Socio-Cultural Factors and Disability Policies Affecting Western European Disability Protests 1970 - 2012

Friday, July 10, 2015
H201 (28 rue des Saints-Pères)
Sharon Barnartt , Sociology, Gallaudet University
This paper examines over 500 instances of disability protest which occurred  in Western Europe and the UK between 1969 and 2012.  Data about protests come primarily from media reports and organization websites, although some secondary sources and interviews were also used.  Information was coded and analyzed quantitatively.  

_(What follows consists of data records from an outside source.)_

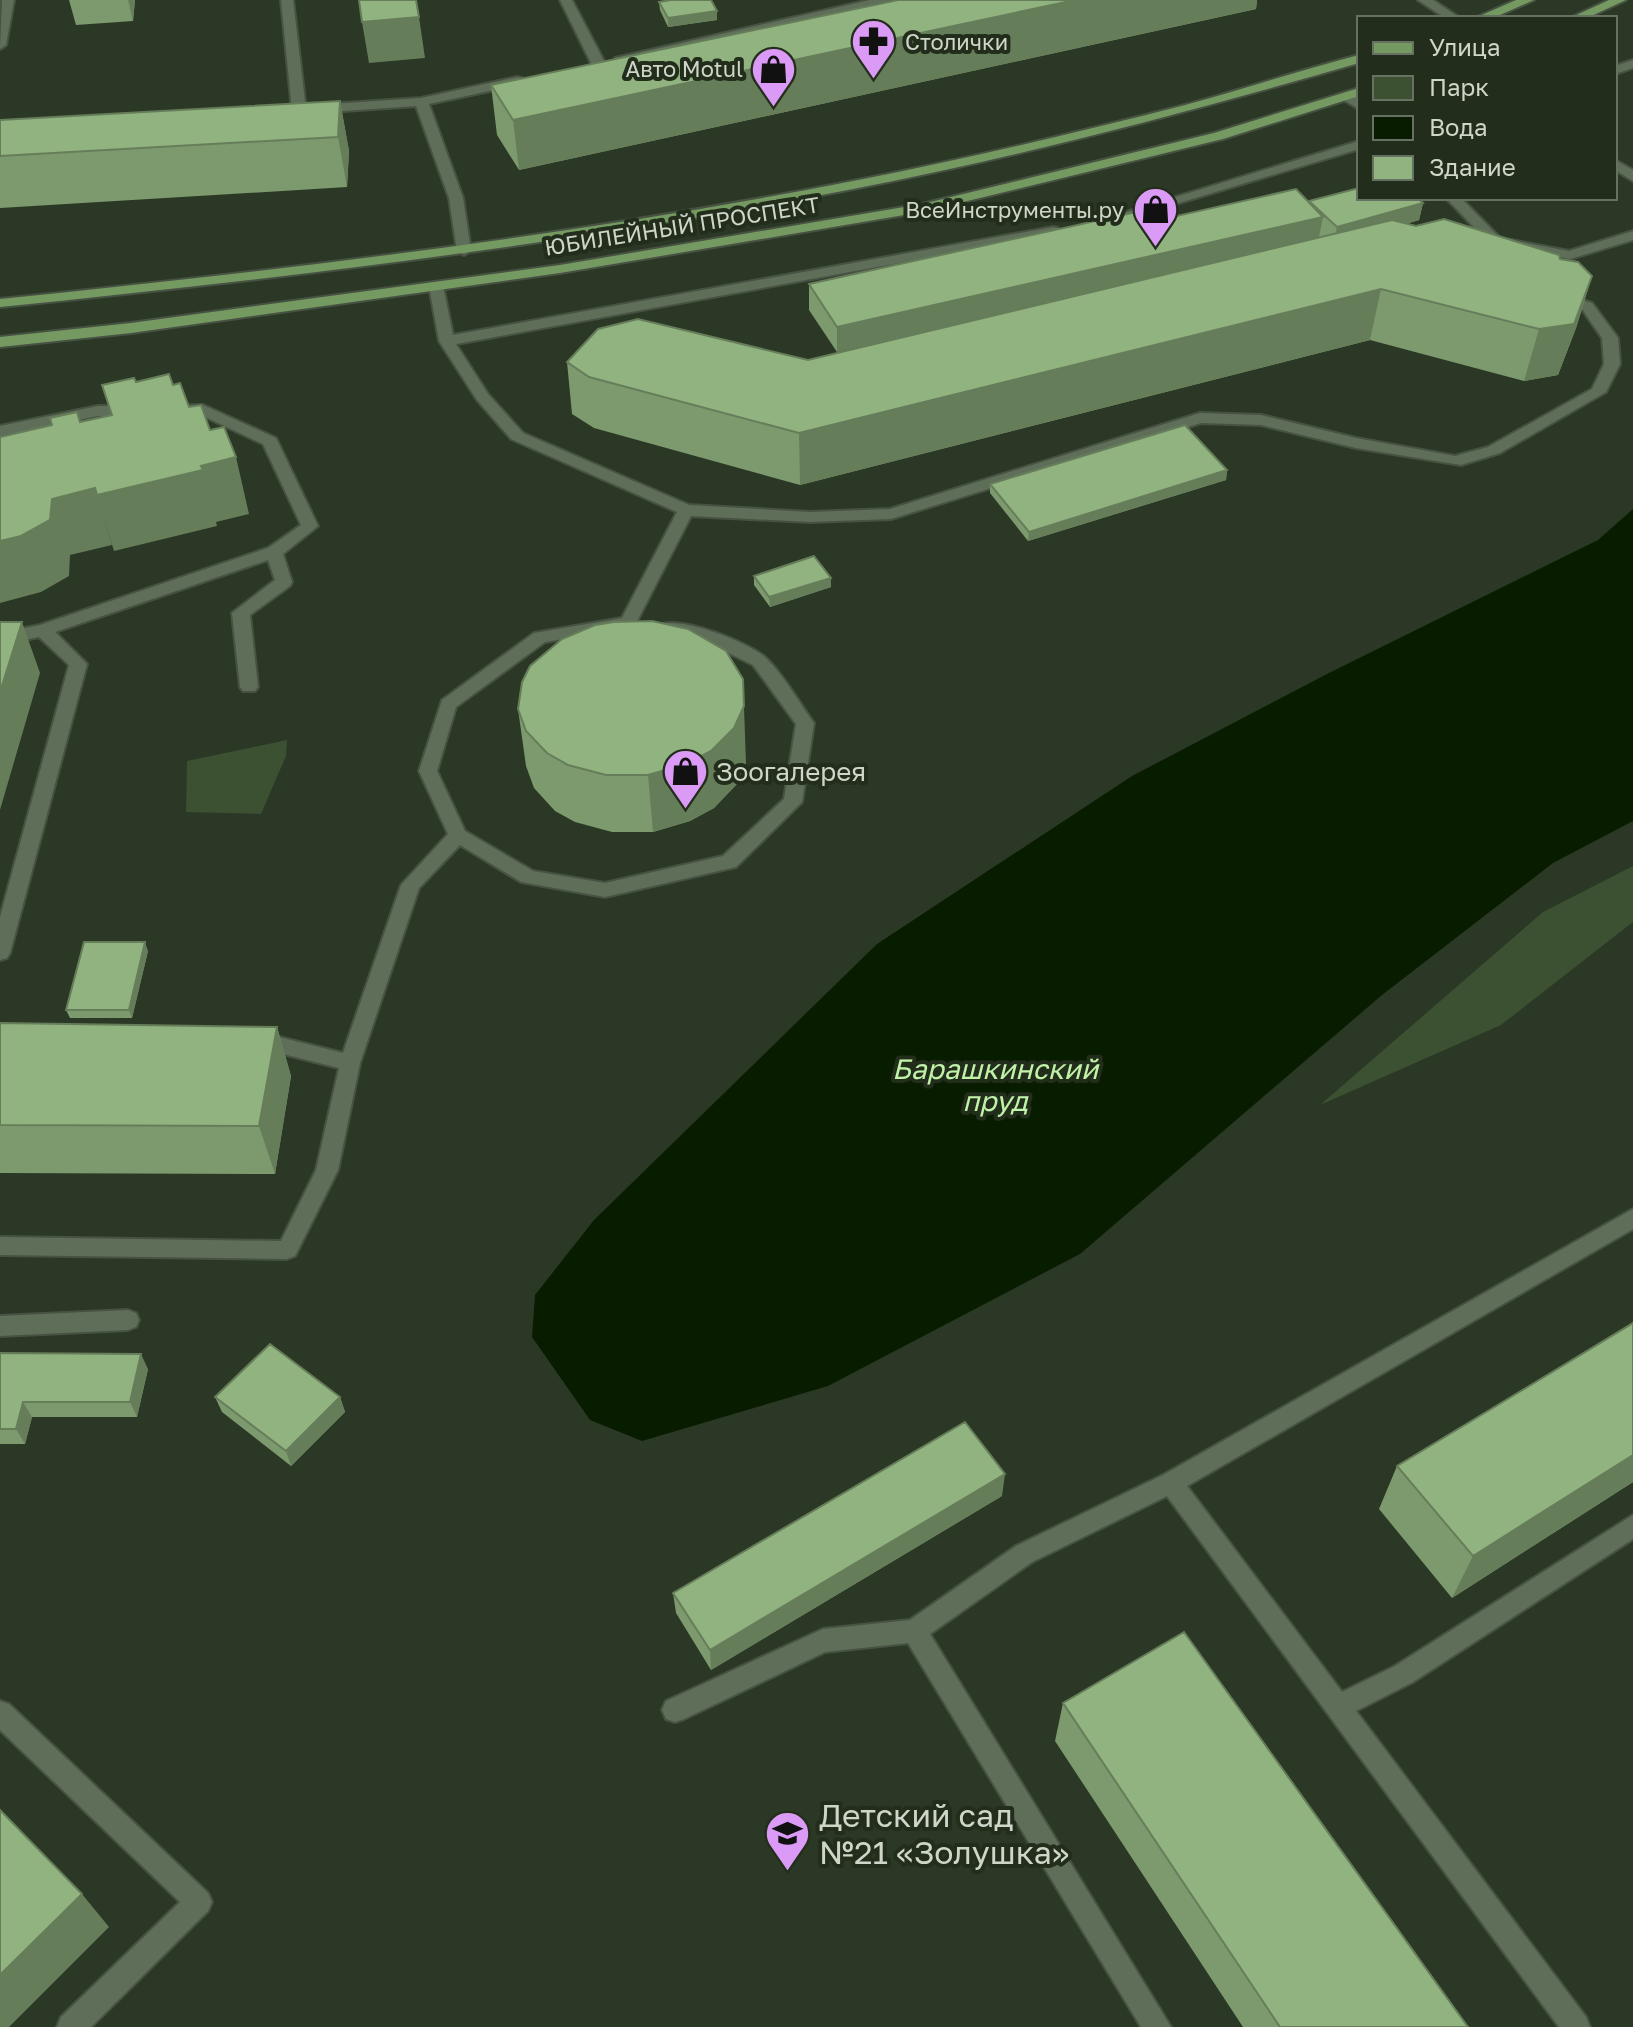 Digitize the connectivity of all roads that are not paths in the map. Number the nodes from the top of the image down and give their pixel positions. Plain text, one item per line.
1 (8, 0) edge
2 (287, 0) edge
3 (566, 0) edge
4 (1424, 0) edge
5 (1528, 0) edge
6 (1620, 0) edge
7 (878, 1) edge
8 (1451, 16) edge
9 (1486, 16) edge
10 (1581, 16) edge
11 (0, 45) edge
12 (1357, 60) edge
13 (598, 63) junction
14 (583, 67) edge
15 (539, 76) edge
16 (1355, 98) edge
17 (421, 102) junction
18 (299, 110) junction
19 (283, 111) edge
20 (1357, 146) edge
21 (1455, 200) edge
22 (1093, 224) edge
23 (1063, 230) edge
24 (1633, 235) edge
25 (464, 251) junction
26 (436, 286) junction
27 (1544, 292) edge
28 (0, 303) edge
29 (447, 341) junction
30 (0, 342) edge
31 (0, 431) edge
32 (686, 510) junction
33 (274, 552) junction
34 (642, 625) junction
35 (43, 630) junction
36 (0, 639) edge
37 (249, 687) dead end
38 (458, 835) junction
39 (0, 953) edge
40 (232, 1045) edge
41 (350, 1063) junction
42 (1633, 1218) edge
43 (0, 1246) edge
44 (128, 1320) dead end
45 (0, 1326) edge
46 (1171, 1483) junction
47 (1633, 1526) edge
48 (914, 1631) junction
49 (1338, 1707) junction
50 (675, 1710) dead end
51 (0, 1713) edge
52 (71, 2027) edge
53 (1157, 2027) edge
54 (1576, 2027) edge

1 - 11 lane
2 - 18 lane
3 - 13 lane
4 - 8 lane
5 - 9 main road
6 - 10 main road
7 - 13 lane
12 - 25 main road, ЮБИЛЕЙНЫЙ ПРОСПЕКТ
13 - 14 lane
15 - 17 lane
16 - 26 main road, ЮБИЛЕЙНЫЙ ПРОСПЕКТ
17 - 18 lane
17 - 25 lane
18 - 19 lane
20 - 22 lane
21 - 24 lane
23 - 29 lane
25 - 28 main road, ЮБИЛЕЙНЫЙ ПРОСПЕКТ
26 - 29 lane
26 - 30 main road, ЮБИЛЕЙНЫЙ ПРОСПЕКТ
27 - 32 lane
29 - 32 lane
31 - 33 lane
32 - 34 lane
33 - 35 lane
33 - 37 lane
34 - 38 lane
34 - 38 lane
35 - 36 lane
35 - 39 lane
38 - 41 lane
40 - 41 lane
41 - 43 lane
42 - 46 lane
44 - 45 lane
46 - 48 lane
46 - 49 lane
47 - 49 lane
48 - 50 lane
48 - 53 lane
49 - 54 lane
51 - 52 lane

Results show that protests were most likely to occur between 1976 and 1980, 1994 – 5, and since 1998.  Demands were most likely to be cross-disability except in France.  There they were most likely to relate to mobility impairments, and they were much less likely to be cross-disability, than the other countries.  Protests related to deafness were also more likely to occur in France than in other countries.  Protest demands were most likely to relate to ‘services’ in the UK and to ‘rights’ in France, but they were equally divided among the three categories of demands (‘rights,’ ‘services’ and ‘other’) in other countries.  All countries were most likely to address their demands to governmental targets (unlike similar protests in the US). 

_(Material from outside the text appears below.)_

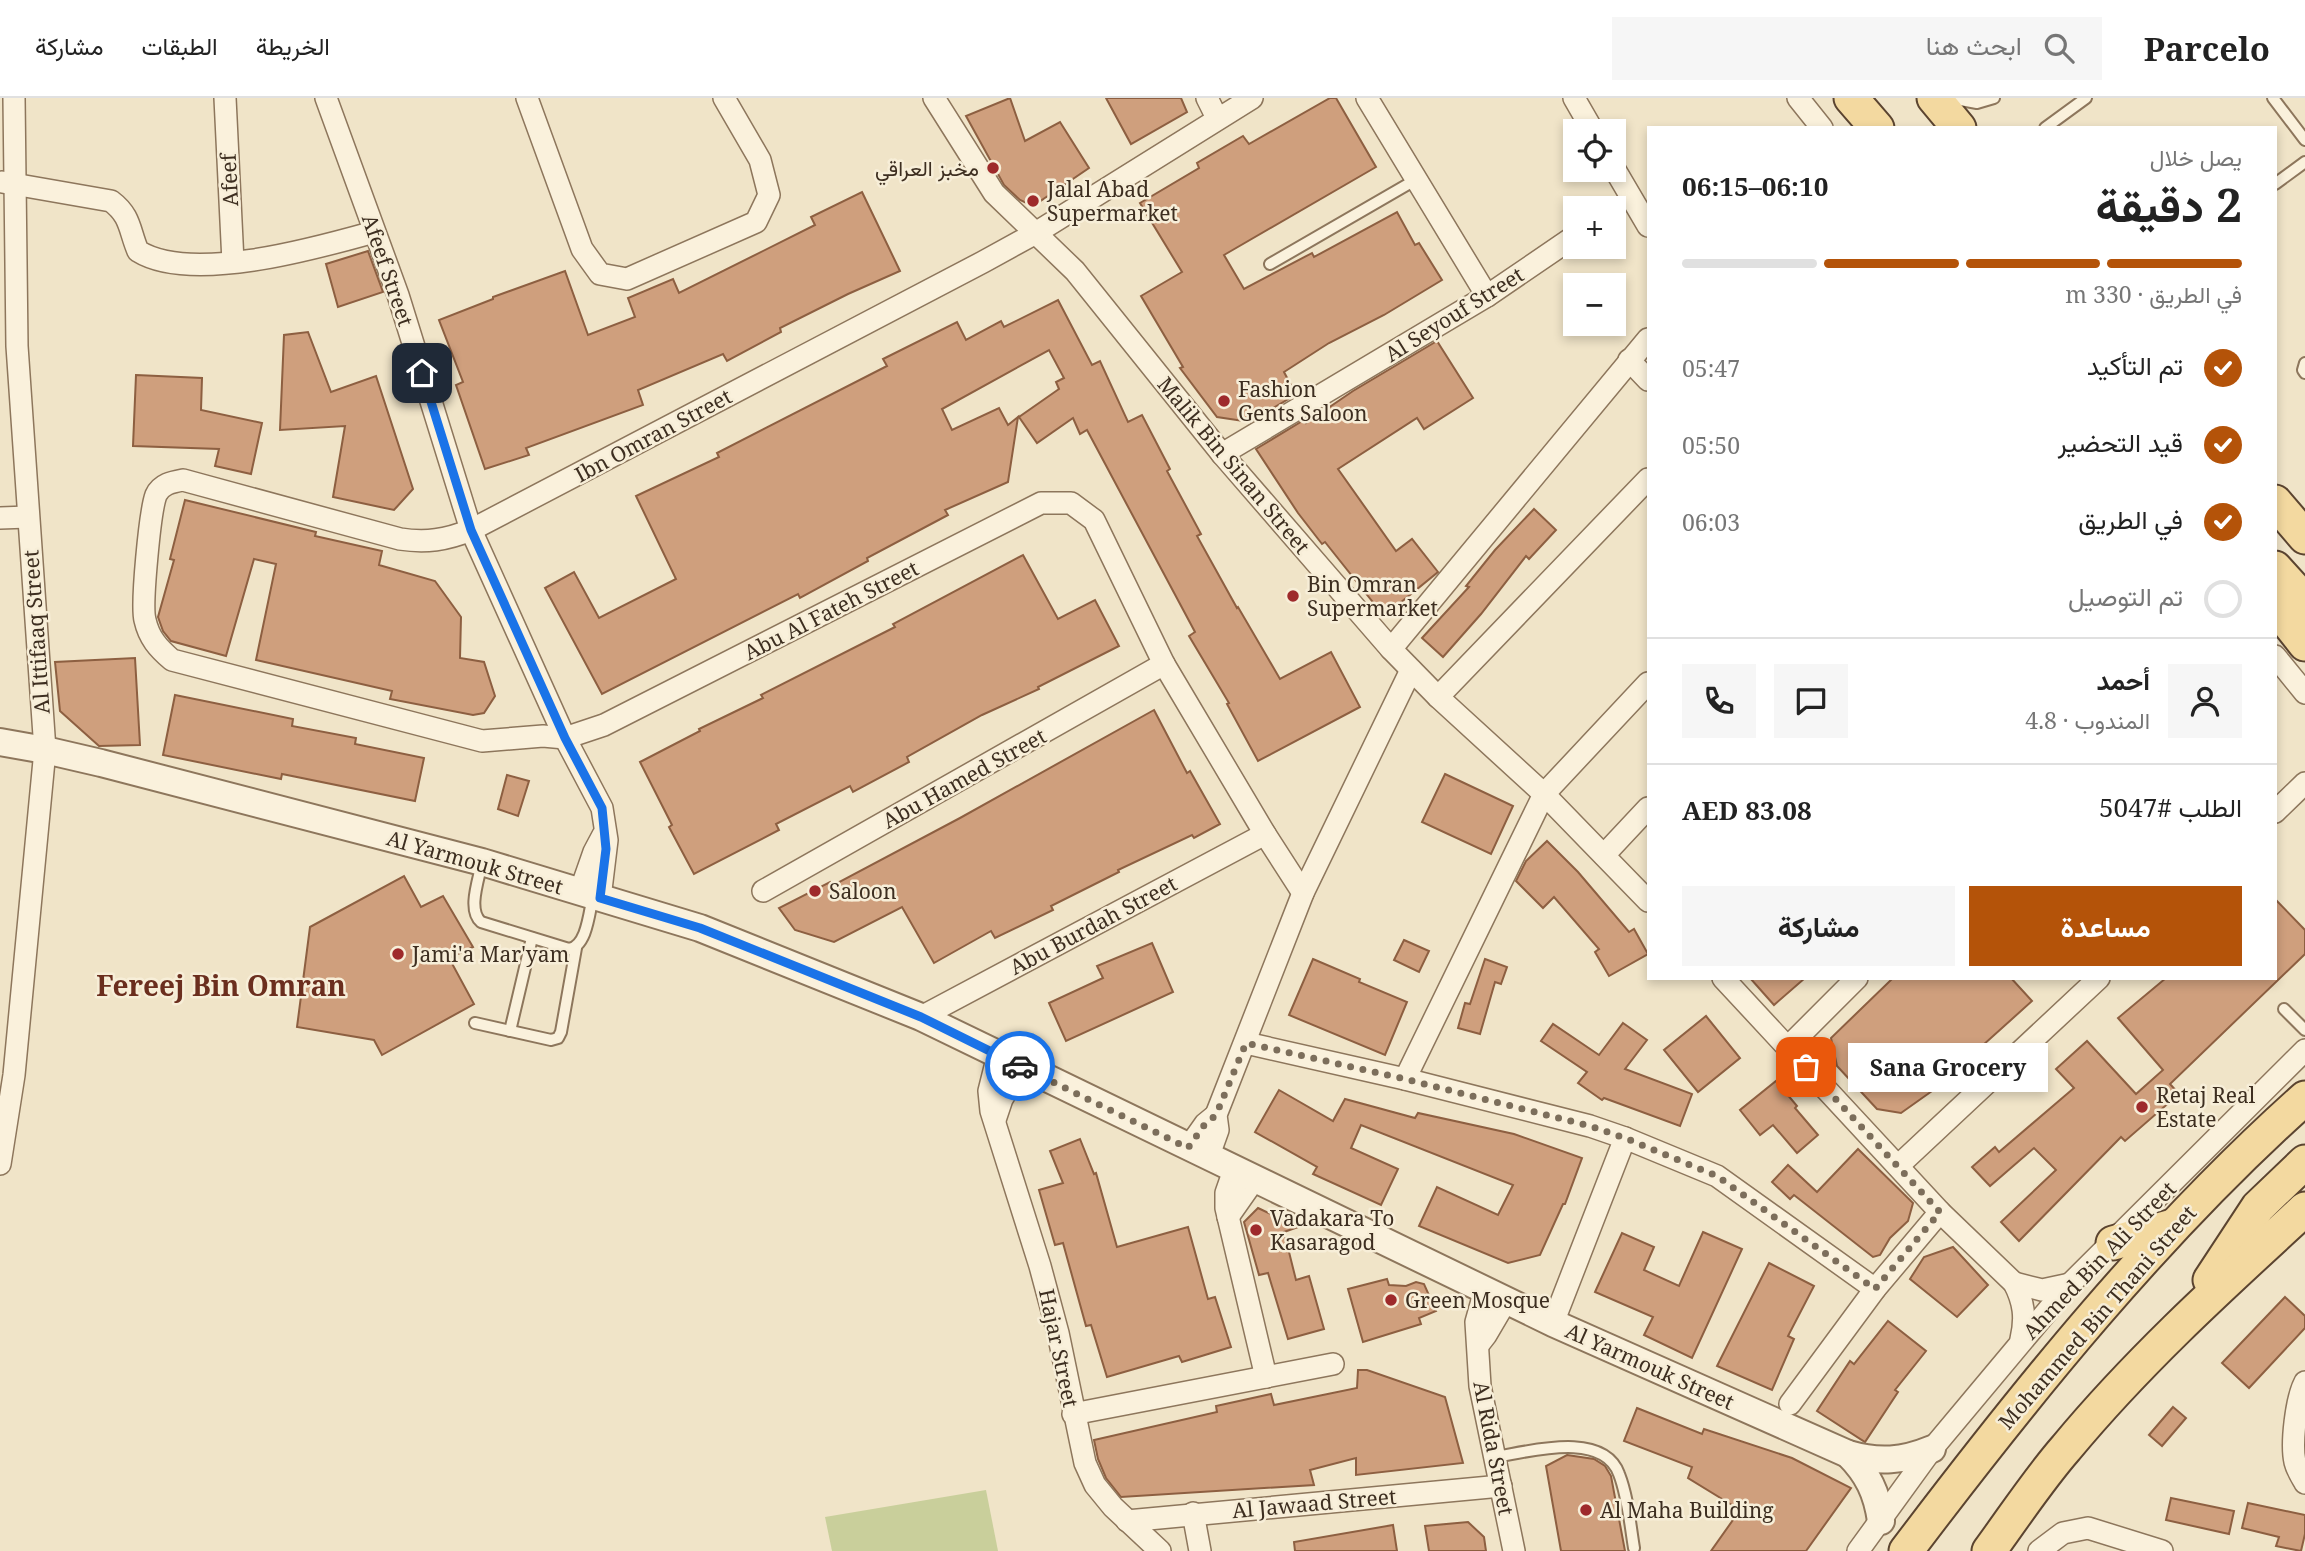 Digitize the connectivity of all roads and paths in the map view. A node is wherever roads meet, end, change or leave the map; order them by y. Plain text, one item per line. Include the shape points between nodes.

Socio-cultural factors, such as having a strong rights tradition (France) or a strong religious orientation (Spain), social policy factors such as the move to outsourcing disability determinations to a private company (UK), as well as factors in social movement diffusion, are considered in explaining results related to timing and foci of the protests.  The paper also raises questions about data comparability, conceptual equivalencies in the definition of disability, and media biases and their effects on studying protest patterns.